Content starts

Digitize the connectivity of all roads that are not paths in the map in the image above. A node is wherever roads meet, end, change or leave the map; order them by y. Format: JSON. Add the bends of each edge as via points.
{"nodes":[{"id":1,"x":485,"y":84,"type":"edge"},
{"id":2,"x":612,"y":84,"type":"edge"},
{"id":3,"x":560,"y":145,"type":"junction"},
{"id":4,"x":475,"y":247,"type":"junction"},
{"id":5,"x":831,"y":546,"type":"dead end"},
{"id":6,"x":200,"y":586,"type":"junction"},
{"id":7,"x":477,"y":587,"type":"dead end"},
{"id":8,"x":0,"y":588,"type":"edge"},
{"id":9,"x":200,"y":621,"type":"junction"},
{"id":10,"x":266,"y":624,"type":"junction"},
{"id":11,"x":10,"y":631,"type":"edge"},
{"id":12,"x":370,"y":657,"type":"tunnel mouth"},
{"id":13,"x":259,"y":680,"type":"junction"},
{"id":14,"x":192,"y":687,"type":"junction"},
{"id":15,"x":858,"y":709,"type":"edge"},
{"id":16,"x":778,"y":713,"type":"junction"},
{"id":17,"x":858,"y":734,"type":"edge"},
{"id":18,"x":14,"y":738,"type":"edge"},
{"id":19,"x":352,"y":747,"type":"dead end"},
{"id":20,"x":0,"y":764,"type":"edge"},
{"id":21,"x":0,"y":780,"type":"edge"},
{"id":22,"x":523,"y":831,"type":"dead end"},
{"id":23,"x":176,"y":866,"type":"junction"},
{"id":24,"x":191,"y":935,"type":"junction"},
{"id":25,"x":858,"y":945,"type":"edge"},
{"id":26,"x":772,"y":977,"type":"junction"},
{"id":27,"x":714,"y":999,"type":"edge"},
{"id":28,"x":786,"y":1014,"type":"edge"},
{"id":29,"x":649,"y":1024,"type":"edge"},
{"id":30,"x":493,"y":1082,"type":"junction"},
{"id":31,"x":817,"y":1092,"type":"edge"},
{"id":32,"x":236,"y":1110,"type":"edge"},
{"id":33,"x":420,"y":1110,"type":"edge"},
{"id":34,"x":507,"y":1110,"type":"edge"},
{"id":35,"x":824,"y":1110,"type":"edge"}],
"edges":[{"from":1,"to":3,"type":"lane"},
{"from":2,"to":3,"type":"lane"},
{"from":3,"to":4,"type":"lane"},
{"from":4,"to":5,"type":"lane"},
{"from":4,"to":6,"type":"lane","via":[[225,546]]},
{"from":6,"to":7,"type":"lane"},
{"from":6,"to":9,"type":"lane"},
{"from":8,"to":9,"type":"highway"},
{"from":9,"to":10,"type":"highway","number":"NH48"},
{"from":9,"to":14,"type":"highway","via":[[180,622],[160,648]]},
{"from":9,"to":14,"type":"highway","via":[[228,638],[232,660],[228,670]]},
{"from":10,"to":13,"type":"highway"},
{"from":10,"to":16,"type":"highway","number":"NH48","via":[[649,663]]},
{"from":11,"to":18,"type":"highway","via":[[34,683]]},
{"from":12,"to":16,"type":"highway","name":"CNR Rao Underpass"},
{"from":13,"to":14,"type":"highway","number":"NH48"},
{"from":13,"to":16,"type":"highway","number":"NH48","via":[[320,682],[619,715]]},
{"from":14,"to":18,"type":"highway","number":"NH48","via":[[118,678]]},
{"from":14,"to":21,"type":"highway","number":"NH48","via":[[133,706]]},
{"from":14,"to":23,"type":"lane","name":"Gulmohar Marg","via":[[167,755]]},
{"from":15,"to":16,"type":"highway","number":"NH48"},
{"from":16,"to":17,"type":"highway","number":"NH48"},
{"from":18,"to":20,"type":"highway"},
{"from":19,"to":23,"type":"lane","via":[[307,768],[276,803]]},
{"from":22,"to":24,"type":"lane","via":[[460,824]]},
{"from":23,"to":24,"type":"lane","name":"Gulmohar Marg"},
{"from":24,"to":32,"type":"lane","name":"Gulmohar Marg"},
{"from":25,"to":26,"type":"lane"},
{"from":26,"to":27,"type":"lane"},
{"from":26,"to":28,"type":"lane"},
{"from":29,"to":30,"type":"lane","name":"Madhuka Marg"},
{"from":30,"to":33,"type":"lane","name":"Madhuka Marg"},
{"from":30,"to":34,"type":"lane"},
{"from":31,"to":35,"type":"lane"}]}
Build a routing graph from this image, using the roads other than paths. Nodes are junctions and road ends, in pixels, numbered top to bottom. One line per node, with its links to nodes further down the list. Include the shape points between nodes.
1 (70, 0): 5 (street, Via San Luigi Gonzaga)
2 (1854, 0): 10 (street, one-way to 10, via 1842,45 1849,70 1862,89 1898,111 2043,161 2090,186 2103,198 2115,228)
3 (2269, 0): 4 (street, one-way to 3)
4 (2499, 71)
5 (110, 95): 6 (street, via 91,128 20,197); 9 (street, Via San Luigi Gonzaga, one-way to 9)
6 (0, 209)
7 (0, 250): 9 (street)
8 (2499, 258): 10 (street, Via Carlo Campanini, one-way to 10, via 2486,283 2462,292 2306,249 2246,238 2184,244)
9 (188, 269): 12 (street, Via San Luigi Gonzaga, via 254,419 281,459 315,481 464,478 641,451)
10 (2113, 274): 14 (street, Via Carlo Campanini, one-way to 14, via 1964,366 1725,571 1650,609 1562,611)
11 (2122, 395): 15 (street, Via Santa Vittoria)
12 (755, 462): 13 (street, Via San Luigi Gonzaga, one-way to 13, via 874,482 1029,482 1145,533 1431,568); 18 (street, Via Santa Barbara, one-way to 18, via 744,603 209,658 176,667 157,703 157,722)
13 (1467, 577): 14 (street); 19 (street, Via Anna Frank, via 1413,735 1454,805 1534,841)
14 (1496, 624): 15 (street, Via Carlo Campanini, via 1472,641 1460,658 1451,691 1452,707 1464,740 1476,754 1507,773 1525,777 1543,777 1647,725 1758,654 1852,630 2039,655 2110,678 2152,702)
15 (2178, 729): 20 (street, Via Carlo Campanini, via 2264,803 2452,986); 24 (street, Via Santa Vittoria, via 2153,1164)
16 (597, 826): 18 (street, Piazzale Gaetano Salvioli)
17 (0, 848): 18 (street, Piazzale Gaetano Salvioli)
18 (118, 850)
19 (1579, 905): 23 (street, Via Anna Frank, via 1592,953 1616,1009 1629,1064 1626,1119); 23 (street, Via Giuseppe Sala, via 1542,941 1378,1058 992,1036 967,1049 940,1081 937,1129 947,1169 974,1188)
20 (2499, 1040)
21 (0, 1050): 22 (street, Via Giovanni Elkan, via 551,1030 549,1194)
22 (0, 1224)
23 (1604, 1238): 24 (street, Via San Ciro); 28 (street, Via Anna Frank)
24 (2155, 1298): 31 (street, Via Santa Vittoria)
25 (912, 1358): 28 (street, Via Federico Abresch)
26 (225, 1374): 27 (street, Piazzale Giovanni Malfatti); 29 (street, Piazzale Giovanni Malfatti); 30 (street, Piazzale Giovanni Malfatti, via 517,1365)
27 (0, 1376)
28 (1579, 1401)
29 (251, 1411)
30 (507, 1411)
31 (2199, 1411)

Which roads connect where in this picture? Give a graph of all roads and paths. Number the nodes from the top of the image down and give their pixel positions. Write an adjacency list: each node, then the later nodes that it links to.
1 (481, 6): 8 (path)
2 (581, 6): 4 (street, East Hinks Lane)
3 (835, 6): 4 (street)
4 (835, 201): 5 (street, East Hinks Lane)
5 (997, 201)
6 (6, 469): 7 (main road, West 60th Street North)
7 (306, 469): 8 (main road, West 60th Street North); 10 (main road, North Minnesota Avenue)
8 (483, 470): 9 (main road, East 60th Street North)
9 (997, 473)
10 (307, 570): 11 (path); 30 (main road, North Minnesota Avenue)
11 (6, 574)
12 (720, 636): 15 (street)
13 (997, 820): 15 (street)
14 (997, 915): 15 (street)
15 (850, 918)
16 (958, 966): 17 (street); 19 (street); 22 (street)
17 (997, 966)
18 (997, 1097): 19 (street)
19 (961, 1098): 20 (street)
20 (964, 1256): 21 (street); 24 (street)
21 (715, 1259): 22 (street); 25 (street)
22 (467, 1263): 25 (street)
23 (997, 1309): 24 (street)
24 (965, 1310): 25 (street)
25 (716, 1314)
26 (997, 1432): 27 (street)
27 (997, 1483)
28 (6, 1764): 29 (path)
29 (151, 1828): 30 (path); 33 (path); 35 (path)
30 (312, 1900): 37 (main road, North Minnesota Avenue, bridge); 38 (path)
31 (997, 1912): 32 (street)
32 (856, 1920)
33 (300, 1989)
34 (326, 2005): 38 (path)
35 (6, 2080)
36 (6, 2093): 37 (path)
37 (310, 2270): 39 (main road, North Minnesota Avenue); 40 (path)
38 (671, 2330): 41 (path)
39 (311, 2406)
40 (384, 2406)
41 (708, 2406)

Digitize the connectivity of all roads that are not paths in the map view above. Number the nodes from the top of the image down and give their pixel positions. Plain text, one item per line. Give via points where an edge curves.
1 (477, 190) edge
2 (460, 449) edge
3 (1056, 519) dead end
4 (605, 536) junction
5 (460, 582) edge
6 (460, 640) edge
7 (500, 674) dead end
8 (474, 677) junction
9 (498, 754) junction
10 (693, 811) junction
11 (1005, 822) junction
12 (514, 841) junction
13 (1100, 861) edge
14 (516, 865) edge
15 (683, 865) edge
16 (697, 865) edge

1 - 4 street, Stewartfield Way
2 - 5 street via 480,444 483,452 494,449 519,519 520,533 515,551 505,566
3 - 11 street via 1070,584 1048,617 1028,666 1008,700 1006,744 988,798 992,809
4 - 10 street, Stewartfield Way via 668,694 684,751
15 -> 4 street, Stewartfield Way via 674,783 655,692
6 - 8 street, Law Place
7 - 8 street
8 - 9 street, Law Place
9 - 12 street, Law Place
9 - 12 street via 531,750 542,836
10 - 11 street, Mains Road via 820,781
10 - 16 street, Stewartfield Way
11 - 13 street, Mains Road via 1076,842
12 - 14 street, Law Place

Content ends

== Assigned task ==
Count the lines of the material that contain the word "dead" and state the resulting number without further remark.

== Reply to the exercise ==
6